How dangerous is it to work on a CRT display?

I've heard that taking apart a CRT can be dangerous, so before I go ahead on the eMac teardown I plan to create for iFixit, I'd like to know any hazards. Is taking apart a CRT really that dangerous?

Asked by: Guest | Views: 65
Total answers/comments: 6
bert [Entry]

"A CRT can hold several THOUSAND volts of electricity in its flyback circuitry. If you do not have the necessary experience and tools to properly discharge and make safe a CRT, you should not even take the plastic cover off. There is also the chance of physically damaging the fragile neck of the CRT, leading to a violent implosion as the vacuum is released. This could spray poisonous, phosphor-covered shards of glass all over the room.

Mac Geniuses must pass the CRT safety section of the certification exam with a 100% score every year - it's that serious of a safety issue.

Also, don't think a CRT which has been powered off for a long period of time will be safe - the CRT will slowly continue to build static electricity just due to the Earth's rotation and magnetic fields.

Peachpit Press has an excellent excerpt from its Training Series books discussing CRT safety here:

http://www.peachpit.com/articles/article...

Servicing a CRT-based Macintosh should be left to the professionals due to the inherent dangers. I avoid them as much as possible, even though I am thoroughly trained, with decades of experience working on CRT-based computers, monitors, and test equipment."
bert [Entry]

Working at an authorized apple repair center a few years back, I was discharging an eMac CRT, as I was prying off the cap the alligator clip popped off the ground and made contact. I was blown black into my other bench, hand smoking... Worst pain i have ever felt, I think I even peed myself. I can still remember the feeling today. So just be very very very very careful when you discharge it, or if you don't feel comfortable, take it to a tv repair shop and let the pros take the risk... I no longer discharge the emacs, I leave it up to my other techs.
bert [Entry]

"I agree with the cautions above. The bigger the screen (distance between the cathode and anode) the higher the voltage, which can be 25 000 volts or higher. Voltage does not kill, but current. The higher the voltage, the larger the current that will flow through your body and affect it. So, take extreme care. I had years of experience, but was always on edge when working on the high voltage circuit of CRT's.

Implosion is not that likely: put the viewing side of the CRT on a stack of towels, you'll be OK. These CRT's have to be tested before they get to be put in front of anyone's eyes, and are designed for really low pressures (vacuum). Just don't apply any uneven pressure, and stay away of the neck because that's the weak part.

As with all devices, disconnect from power source as a first step.

There's a cable with a rubber plug or shield on top which is the culprit. It keeps it's high voltage because there's a whole array of diodes and capacitors to get the electrons going the right way. The diodes keep current going in one way, the capacitors work like batteries. This cascade achieves a high voltage using an alternating voltage, and it requires extra circuitry and a risk of failure to make it discharge when the set is powered off. There's little current needed to illuminate the screen, but as it takes some time for your CRT to actually light up, you can figure there's a lot of electrons just waiting to take a route through your body.

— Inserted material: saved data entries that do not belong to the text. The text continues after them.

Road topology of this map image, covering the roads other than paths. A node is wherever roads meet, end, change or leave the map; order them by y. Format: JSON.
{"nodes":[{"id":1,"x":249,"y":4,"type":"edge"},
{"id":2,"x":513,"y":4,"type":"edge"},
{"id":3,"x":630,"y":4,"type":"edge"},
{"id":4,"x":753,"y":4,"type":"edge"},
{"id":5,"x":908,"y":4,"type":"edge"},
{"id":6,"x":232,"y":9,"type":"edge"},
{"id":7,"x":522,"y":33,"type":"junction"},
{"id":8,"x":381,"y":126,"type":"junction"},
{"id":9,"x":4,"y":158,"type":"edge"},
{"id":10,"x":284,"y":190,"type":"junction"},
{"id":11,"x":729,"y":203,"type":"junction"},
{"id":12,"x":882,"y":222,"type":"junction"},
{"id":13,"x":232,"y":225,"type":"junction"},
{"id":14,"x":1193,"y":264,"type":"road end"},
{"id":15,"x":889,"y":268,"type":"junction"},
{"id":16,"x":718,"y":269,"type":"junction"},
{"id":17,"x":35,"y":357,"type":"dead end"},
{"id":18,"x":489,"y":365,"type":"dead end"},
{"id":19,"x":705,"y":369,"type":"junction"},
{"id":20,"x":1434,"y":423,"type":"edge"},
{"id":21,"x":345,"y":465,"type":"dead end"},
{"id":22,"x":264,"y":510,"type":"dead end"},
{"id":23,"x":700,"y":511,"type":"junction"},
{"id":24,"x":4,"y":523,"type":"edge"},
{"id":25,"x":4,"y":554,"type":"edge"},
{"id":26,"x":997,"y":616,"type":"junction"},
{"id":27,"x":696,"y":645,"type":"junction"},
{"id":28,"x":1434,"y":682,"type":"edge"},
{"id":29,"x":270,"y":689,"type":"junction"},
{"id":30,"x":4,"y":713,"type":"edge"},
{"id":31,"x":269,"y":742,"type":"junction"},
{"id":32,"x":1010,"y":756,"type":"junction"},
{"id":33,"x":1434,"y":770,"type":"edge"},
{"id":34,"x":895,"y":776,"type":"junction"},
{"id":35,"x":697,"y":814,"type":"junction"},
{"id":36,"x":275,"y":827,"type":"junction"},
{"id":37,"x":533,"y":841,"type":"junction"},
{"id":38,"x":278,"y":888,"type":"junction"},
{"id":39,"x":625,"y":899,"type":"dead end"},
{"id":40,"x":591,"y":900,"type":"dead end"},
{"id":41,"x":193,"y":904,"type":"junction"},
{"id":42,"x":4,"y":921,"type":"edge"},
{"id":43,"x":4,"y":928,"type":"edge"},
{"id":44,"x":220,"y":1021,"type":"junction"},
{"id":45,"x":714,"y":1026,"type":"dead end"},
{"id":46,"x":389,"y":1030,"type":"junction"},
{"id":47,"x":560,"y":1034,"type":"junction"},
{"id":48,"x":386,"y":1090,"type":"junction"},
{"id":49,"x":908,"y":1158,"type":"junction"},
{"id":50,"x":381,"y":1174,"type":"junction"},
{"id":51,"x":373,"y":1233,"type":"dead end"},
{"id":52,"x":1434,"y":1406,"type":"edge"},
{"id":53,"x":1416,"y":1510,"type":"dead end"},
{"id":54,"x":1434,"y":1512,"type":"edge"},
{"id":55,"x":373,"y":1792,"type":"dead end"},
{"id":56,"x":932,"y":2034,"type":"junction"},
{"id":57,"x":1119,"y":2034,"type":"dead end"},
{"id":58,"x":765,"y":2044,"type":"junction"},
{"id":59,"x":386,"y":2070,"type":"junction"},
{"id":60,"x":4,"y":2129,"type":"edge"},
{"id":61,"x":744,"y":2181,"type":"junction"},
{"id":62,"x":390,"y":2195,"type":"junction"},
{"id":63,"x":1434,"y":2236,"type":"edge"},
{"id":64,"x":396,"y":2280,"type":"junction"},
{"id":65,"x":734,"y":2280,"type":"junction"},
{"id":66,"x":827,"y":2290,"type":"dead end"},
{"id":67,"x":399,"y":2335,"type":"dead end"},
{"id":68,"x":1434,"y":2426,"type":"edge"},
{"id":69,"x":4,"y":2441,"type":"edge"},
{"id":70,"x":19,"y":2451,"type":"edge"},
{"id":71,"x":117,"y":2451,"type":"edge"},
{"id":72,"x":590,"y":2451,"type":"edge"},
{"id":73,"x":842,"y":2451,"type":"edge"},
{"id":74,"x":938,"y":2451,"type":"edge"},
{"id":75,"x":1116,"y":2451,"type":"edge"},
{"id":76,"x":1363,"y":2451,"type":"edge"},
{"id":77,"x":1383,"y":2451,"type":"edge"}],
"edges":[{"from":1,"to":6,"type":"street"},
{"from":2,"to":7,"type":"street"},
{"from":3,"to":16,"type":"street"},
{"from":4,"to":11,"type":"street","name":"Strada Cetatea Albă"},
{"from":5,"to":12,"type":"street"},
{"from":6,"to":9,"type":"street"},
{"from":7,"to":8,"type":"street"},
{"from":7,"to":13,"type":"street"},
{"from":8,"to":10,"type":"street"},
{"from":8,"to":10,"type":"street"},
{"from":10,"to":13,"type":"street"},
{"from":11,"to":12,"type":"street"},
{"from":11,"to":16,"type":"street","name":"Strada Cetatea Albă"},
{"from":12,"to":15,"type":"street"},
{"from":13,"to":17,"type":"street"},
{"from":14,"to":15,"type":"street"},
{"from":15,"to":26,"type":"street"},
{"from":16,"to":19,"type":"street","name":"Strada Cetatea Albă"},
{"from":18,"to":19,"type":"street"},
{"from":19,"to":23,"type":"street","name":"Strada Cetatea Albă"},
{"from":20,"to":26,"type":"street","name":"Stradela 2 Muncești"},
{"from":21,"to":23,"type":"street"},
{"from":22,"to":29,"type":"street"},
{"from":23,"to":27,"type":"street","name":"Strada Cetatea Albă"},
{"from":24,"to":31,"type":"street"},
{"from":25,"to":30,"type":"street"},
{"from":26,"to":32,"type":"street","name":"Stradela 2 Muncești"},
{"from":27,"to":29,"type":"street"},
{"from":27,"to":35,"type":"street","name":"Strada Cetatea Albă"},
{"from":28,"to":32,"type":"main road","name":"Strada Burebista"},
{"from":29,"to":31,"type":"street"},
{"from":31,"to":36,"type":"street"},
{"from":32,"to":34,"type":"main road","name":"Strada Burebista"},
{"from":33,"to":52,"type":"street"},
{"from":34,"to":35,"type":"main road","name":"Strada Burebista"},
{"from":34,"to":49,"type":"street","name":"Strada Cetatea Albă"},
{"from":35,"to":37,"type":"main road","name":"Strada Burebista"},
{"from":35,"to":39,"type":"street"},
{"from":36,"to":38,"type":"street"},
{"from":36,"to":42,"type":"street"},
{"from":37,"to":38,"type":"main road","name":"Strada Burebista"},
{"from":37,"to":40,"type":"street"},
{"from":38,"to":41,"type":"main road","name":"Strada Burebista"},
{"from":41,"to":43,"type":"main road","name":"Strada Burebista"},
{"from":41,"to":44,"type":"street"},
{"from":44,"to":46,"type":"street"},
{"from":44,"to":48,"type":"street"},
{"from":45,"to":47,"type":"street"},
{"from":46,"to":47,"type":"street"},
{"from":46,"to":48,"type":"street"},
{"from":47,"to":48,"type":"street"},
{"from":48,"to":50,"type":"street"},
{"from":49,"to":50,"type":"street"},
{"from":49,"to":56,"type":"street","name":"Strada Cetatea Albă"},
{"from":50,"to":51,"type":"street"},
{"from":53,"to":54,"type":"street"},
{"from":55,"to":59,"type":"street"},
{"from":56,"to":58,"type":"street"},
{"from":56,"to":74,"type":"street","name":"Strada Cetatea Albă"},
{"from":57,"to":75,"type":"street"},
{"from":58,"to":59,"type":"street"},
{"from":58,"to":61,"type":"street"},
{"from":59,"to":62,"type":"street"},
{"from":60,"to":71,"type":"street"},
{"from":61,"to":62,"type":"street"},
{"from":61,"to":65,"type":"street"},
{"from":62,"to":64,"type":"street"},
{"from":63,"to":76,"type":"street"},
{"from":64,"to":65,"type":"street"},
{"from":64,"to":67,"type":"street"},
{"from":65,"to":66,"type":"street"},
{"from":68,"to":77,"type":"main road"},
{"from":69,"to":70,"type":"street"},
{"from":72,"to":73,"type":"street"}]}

We used to disconnect the rubber plug on top (anode) by using two long screw drivers with good isolated handles. As extra, wear rubber gloves. One would touch the metal frame, one would be used to pry undert the plug, then cross these two metal rods to short out. Another method would be to take a wire with crocodile clips and connect it to the frame on the one side and the screw driver on the other end. Pliers can be used to press together the metal clips under the rubber shield, when at least one side can be pryed loose, it will come off. You should always try a second discharge as a final check."
bert [Entry]

"Grounding it to a wall outlet does nothing; there is a grayish-black coating on the outside bell of the CRT (called Aquadag) and you will notice some type of metal spring or finger touching it - THIS is what you want to ground the wire to.

But even more important the CRT is made of glass and it contains an extremely high vacuum. If it breaks it will implode and glass will go flying everywhere. I strongly recommend at least wearing safety glasses before handling it.

Update (11/28/2011)

I have been working with CRTs since I was about 10 years old (1970) and the points raised are all very valid. I illustrate the fact that it can be worked on safely - even by a kid - but if you read this and do not feel comfortable with this, please, don't touch it and leave it to qualified personel.

The second anode connection on the side of the bell is the high voltage connection. In ALL cases make sure it is not plugged in! After carefully removing the cover, you should be aware of exactly what you are trying to discharge.

A capacitor is nothing more than two conductors separated by an insulator, so yes, even a line cord or a network cable and a line cord also have capacitance (and inductance, but that is another story).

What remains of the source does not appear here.